順応性
定食屋での夕食を終えたさくらは、会社に戻って仕事の続きを始めた。エンディミオンもまた、オフィスの隅に陣取ってさくらの仕事ぶりを眺めている。
そして終電間近になってようやく仕事を終え、
「お疲れ様でした」
と声を掛けながらオフィスを後にした、残っている者はほぼ会社に泊まり込むつもりの者達である。中には既に自身の机が置かれた床に毛布にくるまって寝ている者さえいる。

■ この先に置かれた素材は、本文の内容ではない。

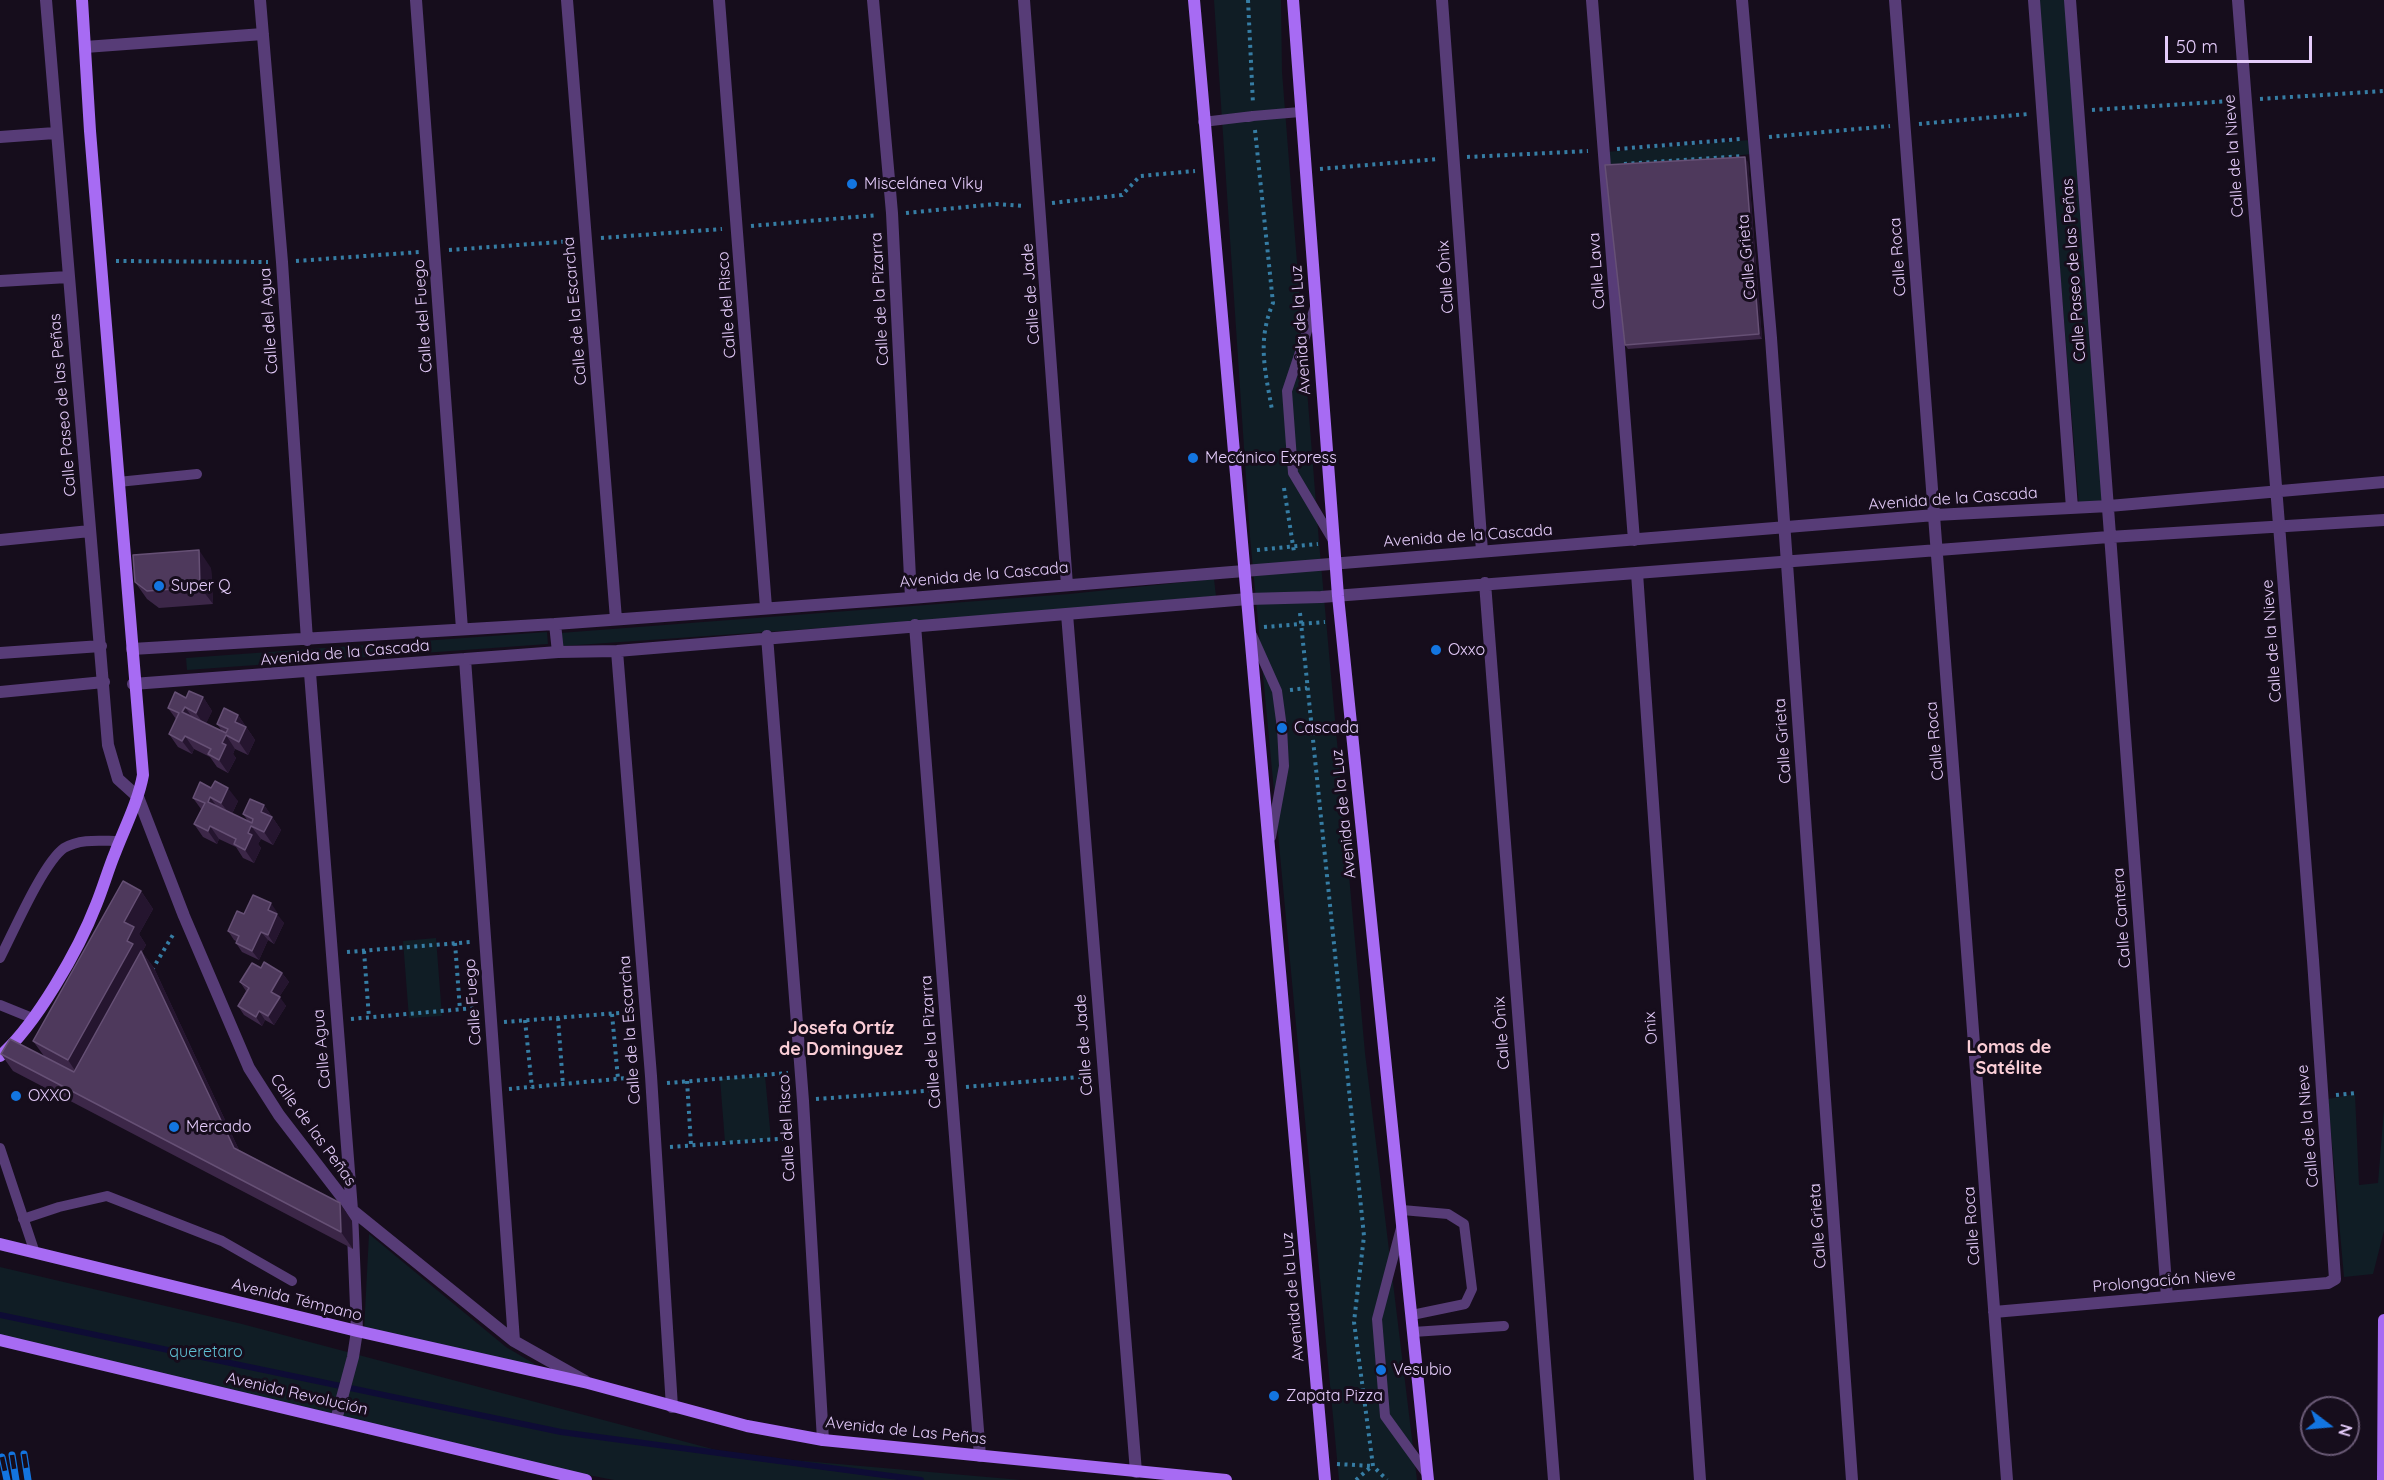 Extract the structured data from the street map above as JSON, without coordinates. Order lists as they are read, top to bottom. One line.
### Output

「なんだあれは…? あれが日本の企業なのか? 話には聞いていたが不気味すぎるな」
エンディミオンが、さくらの後に続きながら呆れたように言ってくる。
「いろいろ問題はあるのかもしれませんが、慣習的にああなっちゃってるんですよね。それでも昔に比べるとマシになってたりもするらしいですよ。最近はいろいろ煩いから」
「あれでか? 先の大戦後の日本の急成長がああいう働き方の結果だとしたら、日本人の見方を少し改めなければならんかも知れんな」
「…どういう風にです?」
「日本人とは、今でも、目的の為なら手段を選ばん好戦的な人種だということだ」
『日本人は好戦的』と表現したエンディミオンの言葉の意図をさくらは察していた。
「…そうかもしれませんね。<戦闘>はしてませんが、あれも一種の<戦い>ですから。自分達の目的の為には犠牲を厭わない精神性はあると思います。それを<好戦的>と言うんだったら、なるほどそうなんでしょう」
「ふん…よく察したな。てっきり、『日本人がいまだに帝国主義を振りかざす侵略者だとでも言うんですか!?』とかオレの言葉におかしな解釈を加えて攻撃してくるかと思ったが」
「ああ…そういう人もいますよね。そんな風にすぐに食ってかかる人もきっと<好戦的>なんでしょうね」
「そうだな。平和だの友愛だのを掲げる奴にも、自分の思い通りにならなきゃ感情をむき出しにして罵ってくるのがいる。それのどこが<平和的>なんだ?と鼻で笑ってやりたくなる奴がな」
「あはは……迂闊なことを言うと総攻撃を食らいそうだからこれ以上はノーコメントで」
やはりスマホを手にして電話で話しているように装って、さくらはエンディミオンと話しながら駅へと向かって歩いた。エンディミオンの声が聞こえてる可能性があるということでイヤホンはしないようにした。こうすれば彼の声が聞こえても、ハンドフリーで話している電話の声が聞こえるのだと周囲の人間は勝手に解釈してくれるだろうという読みからのものだった。
などと、いつの間にかさくらは、エンディミオンと普通に会話をしていた。昨日の今日で大変な変化ではあるが、順応性の高さも彼女の特徴の一つなのかもしれない。